We finished with a bittersweet chocolate torta with crème fraîche and pistachio ($9), which had the dryness of a four-day conference on Victorian paintbrushes, and appeared to have been plated by Jackson Pollock in a bad mood. The fact that it remained barely eaten went unnoticed by the staff. The servers did their best to be amiable, but they were poorly educated on the menu and appeared to lack basic training in restaurant service, with tables remaining uncleared for extended periods.

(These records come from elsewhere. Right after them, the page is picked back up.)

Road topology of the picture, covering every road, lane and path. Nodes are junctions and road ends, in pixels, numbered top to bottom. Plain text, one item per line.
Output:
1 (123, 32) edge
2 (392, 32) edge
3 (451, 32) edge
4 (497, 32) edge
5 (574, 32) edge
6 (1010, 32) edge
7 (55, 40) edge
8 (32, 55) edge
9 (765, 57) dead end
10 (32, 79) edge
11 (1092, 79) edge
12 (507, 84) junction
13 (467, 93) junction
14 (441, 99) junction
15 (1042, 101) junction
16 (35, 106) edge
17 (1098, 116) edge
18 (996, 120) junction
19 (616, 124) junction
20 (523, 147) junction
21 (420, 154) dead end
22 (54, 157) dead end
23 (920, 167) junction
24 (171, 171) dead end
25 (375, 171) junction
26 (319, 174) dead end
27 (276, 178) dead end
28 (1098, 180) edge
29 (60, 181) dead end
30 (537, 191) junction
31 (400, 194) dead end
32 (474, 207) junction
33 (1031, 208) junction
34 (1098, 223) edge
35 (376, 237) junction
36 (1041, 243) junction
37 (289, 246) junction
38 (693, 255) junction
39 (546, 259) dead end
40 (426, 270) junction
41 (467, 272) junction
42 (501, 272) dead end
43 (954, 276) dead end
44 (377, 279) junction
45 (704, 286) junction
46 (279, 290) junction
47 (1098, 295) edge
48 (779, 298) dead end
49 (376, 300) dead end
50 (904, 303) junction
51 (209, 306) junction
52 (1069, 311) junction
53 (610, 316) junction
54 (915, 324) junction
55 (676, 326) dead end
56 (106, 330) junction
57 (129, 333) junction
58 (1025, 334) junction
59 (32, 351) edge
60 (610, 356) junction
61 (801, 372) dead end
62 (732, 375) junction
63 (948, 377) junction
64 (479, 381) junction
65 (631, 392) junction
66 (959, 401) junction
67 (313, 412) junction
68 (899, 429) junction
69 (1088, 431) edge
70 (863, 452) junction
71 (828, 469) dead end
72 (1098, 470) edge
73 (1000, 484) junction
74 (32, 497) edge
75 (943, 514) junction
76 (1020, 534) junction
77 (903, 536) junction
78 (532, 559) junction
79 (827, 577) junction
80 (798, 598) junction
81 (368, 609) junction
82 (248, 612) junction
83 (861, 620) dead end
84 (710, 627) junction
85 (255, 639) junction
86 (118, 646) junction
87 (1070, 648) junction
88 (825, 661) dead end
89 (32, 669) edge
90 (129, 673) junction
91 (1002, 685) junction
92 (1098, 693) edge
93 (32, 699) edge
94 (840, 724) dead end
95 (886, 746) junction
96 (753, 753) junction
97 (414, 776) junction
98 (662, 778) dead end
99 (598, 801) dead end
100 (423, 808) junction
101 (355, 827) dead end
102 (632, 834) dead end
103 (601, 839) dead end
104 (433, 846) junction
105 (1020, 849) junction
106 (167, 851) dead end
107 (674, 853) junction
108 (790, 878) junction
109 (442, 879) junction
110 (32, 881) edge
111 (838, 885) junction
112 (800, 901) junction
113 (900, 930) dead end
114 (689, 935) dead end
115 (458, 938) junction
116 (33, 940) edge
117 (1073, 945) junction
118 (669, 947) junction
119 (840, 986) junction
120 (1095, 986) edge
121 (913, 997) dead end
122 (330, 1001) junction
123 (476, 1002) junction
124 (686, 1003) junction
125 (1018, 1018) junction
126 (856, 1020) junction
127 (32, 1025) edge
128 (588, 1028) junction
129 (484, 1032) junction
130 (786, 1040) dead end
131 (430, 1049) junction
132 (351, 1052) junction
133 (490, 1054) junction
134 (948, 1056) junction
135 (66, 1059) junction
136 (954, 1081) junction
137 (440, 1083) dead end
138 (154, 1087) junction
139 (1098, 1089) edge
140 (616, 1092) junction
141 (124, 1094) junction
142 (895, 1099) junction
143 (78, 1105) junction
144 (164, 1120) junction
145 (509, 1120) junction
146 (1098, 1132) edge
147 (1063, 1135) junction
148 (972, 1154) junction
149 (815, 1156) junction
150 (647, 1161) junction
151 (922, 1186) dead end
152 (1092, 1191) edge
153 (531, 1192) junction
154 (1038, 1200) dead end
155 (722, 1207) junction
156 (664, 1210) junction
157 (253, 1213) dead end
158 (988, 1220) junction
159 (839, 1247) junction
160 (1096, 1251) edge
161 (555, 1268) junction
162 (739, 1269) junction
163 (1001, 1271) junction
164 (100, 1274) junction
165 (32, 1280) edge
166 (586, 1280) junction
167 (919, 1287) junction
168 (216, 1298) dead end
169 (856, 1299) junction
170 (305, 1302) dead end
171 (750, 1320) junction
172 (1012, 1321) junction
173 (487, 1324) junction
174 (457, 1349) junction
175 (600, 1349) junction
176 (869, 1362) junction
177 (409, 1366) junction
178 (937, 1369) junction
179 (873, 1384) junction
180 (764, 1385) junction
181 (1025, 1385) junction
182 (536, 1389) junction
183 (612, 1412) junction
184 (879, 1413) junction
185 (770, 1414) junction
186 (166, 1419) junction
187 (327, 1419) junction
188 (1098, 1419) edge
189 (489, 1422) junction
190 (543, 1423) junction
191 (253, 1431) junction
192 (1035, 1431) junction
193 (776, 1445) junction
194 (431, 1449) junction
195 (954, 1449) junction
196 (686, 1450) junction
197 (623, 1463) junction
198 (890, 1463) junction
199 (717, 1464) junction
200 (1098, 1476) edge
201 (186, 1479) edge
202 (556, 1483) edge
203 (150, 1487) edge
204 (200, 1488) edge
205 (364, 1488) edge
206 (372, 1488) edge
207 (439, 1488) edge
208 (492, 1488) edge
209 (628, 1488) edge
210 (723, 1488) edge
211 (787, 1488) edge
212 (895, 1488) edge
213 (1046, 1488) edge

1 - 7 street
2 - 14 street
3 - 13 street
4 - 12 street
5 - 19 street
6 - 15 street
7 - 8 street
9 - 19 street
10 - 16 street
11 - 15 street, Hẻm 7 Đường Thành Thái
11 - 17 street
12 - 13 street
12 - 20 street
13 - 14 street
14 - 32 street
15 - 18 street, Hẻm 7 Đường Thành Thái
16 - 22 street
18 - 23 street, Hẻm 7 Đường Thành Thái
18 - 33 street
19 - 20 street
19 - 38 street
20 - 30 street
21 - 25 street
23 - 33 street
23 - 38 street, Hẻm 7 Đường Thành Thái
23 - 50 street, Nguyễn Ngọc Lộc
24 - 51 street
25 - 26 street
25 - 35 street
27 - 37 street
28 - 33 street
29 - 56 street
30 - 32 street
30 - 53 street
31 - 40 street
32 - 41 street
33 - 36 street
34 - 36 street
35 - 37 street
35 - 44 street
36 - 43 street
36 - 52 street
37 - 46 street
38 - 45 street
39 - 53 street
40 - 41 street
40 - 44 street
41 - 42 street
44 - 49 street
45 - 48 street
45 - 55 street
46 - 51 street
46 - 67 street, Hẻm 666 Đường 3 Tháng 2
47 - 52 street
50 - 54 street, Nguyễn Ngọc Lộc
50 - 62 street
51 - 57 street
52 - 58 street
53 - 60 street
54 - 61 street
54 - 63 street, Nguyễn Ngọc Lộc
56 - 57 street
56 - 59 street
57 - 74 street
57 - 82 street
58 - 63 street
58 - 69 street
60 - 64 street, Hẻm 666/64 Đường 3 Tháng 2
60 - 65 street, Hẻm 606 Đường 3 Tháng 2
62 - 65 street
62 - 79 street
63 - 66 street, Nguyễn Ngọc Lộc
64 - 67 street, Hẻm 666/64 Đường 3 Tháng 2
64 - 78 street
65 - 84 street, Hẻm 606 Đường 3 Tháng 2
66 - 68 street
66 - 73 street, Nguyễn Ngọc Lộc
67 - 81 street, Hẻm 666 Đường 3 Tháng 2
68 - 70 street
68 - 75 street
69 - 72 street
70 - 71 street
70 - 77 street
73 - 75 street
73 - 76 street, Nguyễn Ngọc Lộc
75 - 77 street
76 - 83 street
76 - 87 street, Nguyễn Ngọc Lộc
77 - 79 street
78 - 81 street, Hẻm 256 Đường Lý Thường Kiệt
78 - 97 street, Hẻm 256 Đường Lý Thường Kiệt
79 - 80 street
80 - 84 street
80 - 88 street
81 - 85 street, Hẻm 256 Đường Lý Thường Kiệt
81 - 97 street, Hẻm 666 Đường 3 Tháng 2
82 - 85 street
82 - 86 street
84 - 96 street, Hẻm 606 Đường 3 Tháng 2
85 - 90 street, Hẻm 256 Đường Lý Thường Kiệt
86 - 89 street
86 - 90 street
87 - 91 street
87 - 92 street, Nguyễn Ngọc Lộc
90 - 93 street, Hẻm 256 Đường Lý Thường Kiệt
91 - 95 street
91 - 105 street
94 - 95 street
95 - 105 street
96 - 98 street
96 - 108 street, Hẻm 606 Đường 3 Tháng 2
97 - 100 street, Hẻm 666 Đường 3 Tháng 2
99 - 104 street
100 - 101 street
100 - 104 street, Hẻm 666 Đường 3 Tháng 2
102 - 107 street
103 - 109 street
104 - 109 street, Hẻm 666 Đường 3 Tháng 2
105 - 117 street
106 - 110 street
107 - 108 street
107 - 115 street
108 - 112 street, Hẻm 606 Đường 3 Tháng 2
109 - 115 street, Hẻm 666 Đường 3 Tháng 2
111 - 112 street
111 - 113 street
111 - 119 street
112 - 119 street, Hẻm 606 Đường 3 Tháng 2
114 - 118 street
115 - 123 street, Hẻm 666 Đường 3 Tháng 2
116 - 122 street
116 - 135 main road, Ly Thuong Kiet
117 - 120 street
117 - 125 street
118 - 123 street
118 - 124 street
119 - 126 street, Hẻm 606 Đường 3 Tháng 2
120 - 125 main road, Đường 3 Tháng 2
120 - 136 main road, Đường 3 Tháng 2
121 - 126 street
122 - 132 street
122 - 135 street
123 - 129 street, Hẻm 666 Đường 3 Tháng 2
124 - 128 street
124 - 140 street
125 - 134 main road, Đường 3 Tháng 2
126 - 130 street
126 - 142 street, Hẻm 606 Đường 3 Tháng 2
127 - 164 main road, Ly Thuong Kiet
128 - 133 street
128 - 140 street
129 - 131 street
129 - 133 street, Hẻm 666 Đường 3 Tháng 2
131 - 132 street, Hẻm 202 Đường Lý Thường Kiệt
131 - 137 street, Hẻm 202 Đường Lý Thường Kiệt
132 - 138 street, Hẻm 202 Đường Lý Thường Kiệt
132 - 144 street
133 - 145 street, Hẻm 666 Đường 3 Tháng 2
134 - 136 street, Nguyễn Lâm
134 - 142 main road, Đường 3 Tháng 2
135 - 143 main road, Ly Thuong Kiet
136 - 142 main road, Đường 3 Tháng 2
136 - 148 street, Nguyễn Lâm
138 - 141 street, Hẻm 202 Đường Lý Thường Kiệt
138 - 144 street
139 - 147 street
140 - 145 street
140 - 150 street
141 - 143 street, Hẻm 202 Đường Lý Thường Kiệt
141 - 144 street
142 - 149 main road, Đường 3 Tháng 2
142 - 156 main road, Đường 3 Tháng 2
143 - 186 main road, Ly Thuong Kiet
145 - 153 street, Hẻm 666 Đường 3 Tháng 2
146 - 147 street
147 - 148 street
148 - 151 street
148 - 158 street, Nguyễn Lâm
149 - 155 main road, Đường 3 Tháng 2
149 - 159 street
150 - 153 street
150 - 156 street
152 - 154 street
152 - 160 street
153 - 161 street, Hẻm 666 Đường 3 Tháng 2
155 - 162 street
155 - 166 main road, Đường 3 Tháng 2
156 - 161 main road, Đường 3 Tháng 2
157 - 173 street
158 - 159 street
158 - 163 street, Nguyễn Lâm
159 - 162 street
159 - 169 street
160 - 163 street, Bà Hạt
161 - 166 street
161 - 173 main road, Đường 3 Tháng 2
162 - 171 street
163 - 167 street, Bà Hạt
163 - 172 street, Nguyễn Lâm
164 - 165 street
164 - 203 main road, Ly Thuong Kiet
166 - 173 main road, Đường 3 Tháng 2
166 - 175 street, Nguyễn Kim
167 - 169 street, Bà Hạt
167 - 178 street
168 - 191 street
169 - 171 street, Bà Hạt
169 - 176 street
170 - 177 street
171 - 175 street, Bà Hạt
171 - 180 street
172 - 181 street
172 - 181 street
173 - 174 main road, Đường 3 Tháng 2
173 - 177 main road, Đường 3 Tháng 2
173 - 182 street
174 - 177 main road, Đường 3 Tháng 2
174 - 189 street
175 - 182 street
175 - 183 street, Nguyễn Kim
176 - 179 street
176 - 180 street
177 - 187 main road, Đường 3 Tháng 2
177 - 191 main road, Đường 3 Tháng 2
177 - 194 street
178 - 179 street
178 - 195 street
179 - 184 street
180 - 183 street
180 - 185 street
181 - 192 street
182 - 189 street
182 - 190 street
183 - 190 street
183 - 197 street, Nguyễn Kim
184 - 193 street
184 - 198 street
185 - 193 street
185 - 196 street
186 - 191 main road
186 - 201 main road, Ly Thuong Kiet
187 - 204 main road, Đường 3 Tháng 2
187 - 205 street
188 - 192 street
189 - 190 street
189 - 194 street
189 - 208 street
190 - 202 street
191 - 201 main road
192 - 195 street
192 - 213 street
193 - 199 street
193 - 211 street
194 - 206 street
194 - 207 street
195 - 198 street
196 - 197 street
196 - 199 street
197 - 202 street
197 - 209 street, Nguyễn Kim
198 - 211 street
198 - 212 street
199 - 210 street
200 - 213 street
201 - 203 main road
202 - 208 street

As you leave Audrey at the Hammer, you might notice a sign by the host station that reads, “A Restaurant Serving Artful Food & Drink.” Well, they are almost correct; this restaurant does remind me of a work of art—unfortunately, that work of art is Edvard Munch’s “The Scream.”
WHERE TO SIT
I don’t know much about restaurant designs in art galleries, but I know what I like: The space at Audrey is pleasant and dominated by a rather fetching tile installation from Cuban-American artist Jorge Pardo. The indoor dining area is outfitted with banquettes and the room then spreads to an outdoor patio in the open courtyard. However, given my thoughts on the food, my best suggestion is to sit at the bar, have a decent drink or two, look at the installation and decide where else to have supper.
WHAT TO EAT
My immediate and slightly unkind inclination is to say “don’t,” and instead recommend that you walk down Westwood Boulevard and eat at one of the many excellent Persian restaurants before you visit the museum: Attari Sandwich Shop and Shamshiri Grill among them. However, the carta di musica is passable—though merely an appetizer.
WHAT TO DRINK
The drinks at Audrey are one of the few areas that offered respite during otherwise depressing dining experiences. The cocktails are well made—a martini comes Musso & Frank-style with a sidecar of extra booze chilled in ice. There’s an interesting list of spirits, and the wine list is thoughtful. There are decent selections by the glass and bottles that should work with most budgets; an agiorgitiko ($55) did the job. However, they did break one of my golden rules of wine service: If you insist on pouring the wine from a central station, please don’t then disappear into the night air, leaving your guests staring in desperation at their just-out-of-reach bottle.